Material shown START
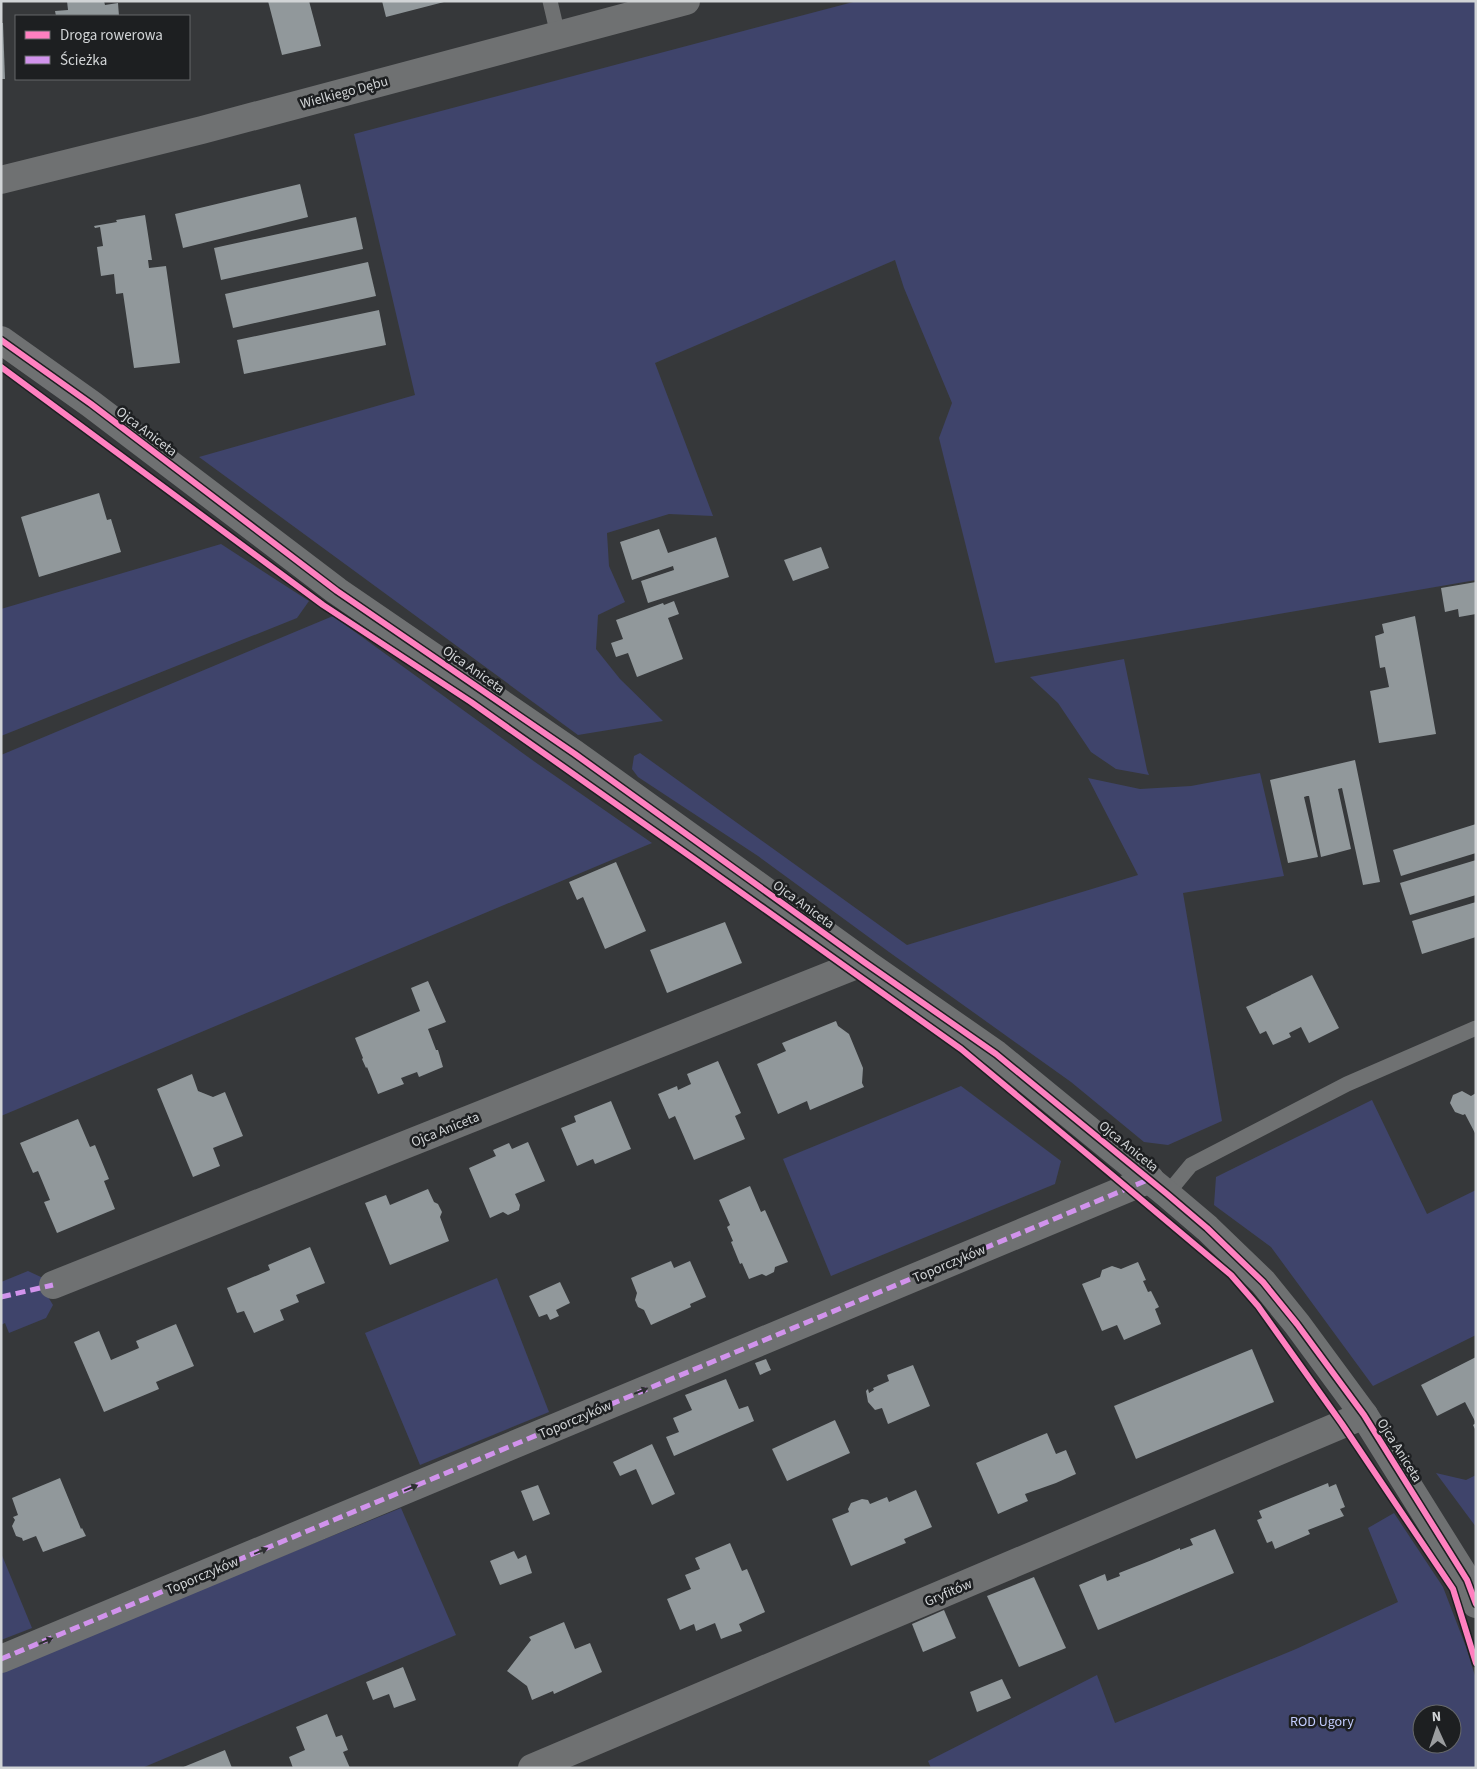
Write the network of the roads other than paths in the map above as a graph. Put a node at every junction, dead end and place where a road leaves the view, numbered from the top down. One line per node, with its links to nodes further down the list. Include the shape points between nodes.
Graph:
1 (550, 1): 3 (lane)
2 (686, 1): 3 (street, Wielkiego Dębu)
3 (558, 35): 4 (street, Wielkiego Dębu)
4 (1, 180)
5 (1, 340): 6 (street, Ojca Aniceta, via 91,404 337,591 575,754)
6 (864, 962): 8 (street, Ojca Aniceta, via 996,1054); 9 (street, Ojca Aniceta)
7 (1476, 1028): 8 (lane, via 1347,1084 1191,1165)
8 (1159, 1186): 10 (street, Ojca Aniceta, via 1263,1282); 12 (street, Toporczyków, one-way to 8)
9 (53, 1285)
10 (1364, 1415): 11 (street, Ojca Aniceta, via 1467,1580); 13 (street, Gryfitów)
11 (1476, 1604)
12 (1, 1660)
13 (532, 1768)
Material shown END
What to produce ▸
Give back every entry in its exact wording, leaving the pictures out.

Task solution ▸
Write the network of the roads other than paths in the map above as a graph. Put a node at every junction, dead end and place where a road leaves the view, numbered from the top down. One line per node, with its links to nodes further down the list. Include the shape points between nodes.
Graph:
1 (550, 1): 3 (lane)
2 (686, 1): 3 (street, Wielkiego Dębu)
3 (558, 35): 4 (street, Wielkiego Dębu)
4 (1, 180)
5 (1, 340): 6 (street, Ojca Aniceta, via 91,404 337,591 575,754)
6 (864, 962): 8 (street, Ojca Aniceta, via 996,1054); 9 (street, Ojca Aniceta)
7 (1476, 1028): 8 (lane, via 1347,1084 1191,1165)
8 (1159, 1186): 10 (street, Ojca Aniceta, via 1263,1282); 12 (street, Toporczyków, one-way to 8)
9 (53, 1285)
10 (1364, 1415): 11 (street, Ojca Aniceta, via 1467,1580); 13 (street, Gryfitów)
11 (1476, 1604)
12 (1, 1660)
13 (532, 1768)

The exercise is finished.